Dividing both sides of congruence

Question

I am having trouble understanding division in modular arithmetic. I didn't manage to find any good resources online on that.

Usually it is explained like this:

If we have $a \equiv b$ (mod $n$) with $a = ka'$ and $b = kb'$. Then by definition we have $k(a' - b') = qn$ for some integer $q$. Then they say that from this last equation we are sure that $n$ divides $(a' - b')$, but not $k$. Why is that?

Also it is said that one should divide $n$ with the $GCD(n,k)$, but I can not see how that comes into play.

Can anyone show modular division more generally or provide a good resource to study it?

Answer 1

$\begin{align} \bmod n&\!:\ kx\equiv ka\\[.2em] \iff\ \ \ \, n&\mid k\,(x-a)\\[.2em] \iff \color{#c00}{n/d}&\mid (\color{#c00}{k/d})(x-a),\ \ {\rm by\ cancelling}\ \ d = \gcd(n,k)\ \ {\rm from\ prior}\\[.2em] \iff n/d&\mid x-a,\ \ {\rm by}\ \ {\rm Euclid's\ Lemma}\ \ \&\ \gcd(\color{#c00}{n/d,k/d}) = \gcd(n,k)/d = \color{#c00}1\\[.2em] \iff \bmod n/d&\!:\, x\equiv a \end{align}$

Answer 2

This is a useful link

I have made some rough calculations assuming $a,b$ both non zero, this may help you. As given $a\equiv b(\mod n)$ so clearly $b<a$ as all are natural numbers further the residue of the division implies $n \not | a$.

If possible suppose that, $n|k$ where $a=ka',b=kb'$ as defined in your problem. Then $n|ka'\implies n|a$ this contradicts the above mentioned fact.

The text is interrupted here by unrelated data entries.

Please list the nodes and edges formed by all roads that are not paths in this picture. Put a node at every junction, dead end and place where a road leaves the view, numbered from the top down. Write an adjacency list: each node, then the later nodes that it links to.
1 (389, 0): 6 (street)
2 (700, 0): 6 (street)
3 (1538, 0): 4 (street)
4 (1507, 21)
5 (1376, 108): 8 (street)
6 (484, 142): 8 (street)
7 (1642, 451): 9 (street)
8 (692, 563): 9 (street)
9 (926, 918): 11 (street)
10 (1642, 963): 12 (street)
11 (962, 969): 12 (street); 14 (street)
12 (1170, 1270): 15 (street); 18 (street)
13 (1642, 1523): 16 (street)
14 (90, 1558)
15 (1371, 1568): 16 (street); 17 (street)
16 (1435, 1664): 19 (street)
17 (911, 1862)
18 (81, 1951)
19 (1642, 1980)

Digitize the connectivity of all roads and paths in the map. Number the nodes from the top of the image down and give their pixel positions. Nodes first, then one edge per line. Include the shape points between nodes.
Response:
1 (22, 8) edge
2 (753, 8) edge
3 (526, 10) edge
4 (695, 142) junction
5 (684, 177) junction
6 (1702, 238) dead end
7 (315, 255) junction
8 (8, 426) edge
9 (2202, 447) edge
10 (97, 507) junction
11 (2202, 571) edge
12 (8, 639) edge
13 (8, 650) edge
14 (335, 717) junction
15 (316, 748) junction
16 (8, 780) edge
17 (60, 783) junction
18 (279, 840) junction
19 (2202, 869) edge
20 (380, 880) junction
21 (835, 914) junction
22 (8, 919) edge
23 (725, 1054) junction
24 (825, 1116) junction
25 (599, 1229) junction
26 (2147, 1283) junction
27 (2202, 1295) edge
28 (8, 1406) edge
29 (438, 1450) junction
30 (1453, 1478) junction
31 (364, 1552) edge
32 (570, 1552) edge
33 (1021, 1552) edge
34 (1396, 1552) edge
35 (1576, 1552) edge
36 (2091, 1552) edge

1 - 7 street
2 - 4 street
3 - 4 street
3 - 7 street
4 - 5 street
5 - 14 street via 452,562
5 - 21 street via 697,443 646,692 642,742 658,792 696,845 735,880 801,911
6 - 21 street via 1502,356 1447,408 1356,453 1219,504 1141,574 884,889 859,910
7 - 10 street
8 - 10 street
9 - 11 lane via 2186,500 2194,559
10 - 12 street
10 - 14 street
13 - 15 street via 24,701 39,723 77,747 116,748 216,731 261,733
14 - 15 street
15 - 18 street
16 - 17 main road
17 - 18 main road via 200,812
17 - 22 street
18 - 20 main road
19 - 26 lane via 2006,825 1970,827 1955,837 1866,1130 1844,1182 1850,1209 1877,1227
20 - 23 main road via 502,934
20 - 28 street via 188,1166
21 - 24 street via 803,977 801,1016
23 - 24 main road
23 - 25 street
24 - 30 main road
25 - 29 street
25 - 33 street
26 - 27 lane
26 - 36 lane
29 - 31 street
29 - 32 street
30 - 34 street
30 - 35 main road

For the second one, we see that $gcd(k,\frac{n}{gcd(n,k)})=1$ provided $gcd(n,k)\ne 1$, then the quantity $\frac{n}{gcd(n,k)}$ is relatively prime to $k$ and hence doesnot divide $k$.

Hope this works.

Answer 3

I will give you a proof that was very easy for me to understand when I was first studying congruences.

From $a \equiv b \text{ (mod } n)$ it follows that $a-b=qn$ for some $q \in \mathbb{Z}$. Dividing both sides by $k$ we get $$a'-b'=q \cdot \frac{n}{k}$$ If we write $n$ and $k$ as $n=\text{GCD(}n,k)\cdot n_1$ and $k=\text{GCD(}n,k)\cdot k_1$, then we get $$a'-b'=q \cdot \frac{\text{GCD(}n,k)\cdot n_1}{\text{GCD(}n,k)\cdot k_1} = q \cdot \frac{n_1}{k_1}$$

Since $n_1$ and $k_1$ are mutually prime ($\text{GCD(}n_1,k_1)=1$) and we know that $a'-b'$ must be an integer, we conclude that $k_1 | q$ and $\frac{q}{k_1}$ is an integer.

Thus, $a'-b'=\frac{q}{k_1}\cdot n_1$ which is equivalent to $$a' \equiv b' \text{ (mod } \frac{n}{\text{GCD(}n,k)})$$

To illustrate why the division by GCD is necessary I will show an example. Let $a=6, b=12, n=2$. We have the congruence $$6 \equiv 12 \text{ (mod } 2)$$ which is the same as $6-12=-3 \cdot 2$. We can see that $q=-3$. Now, if we divide both sides with $k=2$, we get $3-6=-3$, and $2\not|-3$.

Therefore, the congruence $3 \equiv 6 \text{ (mod } 2)$ does not hold.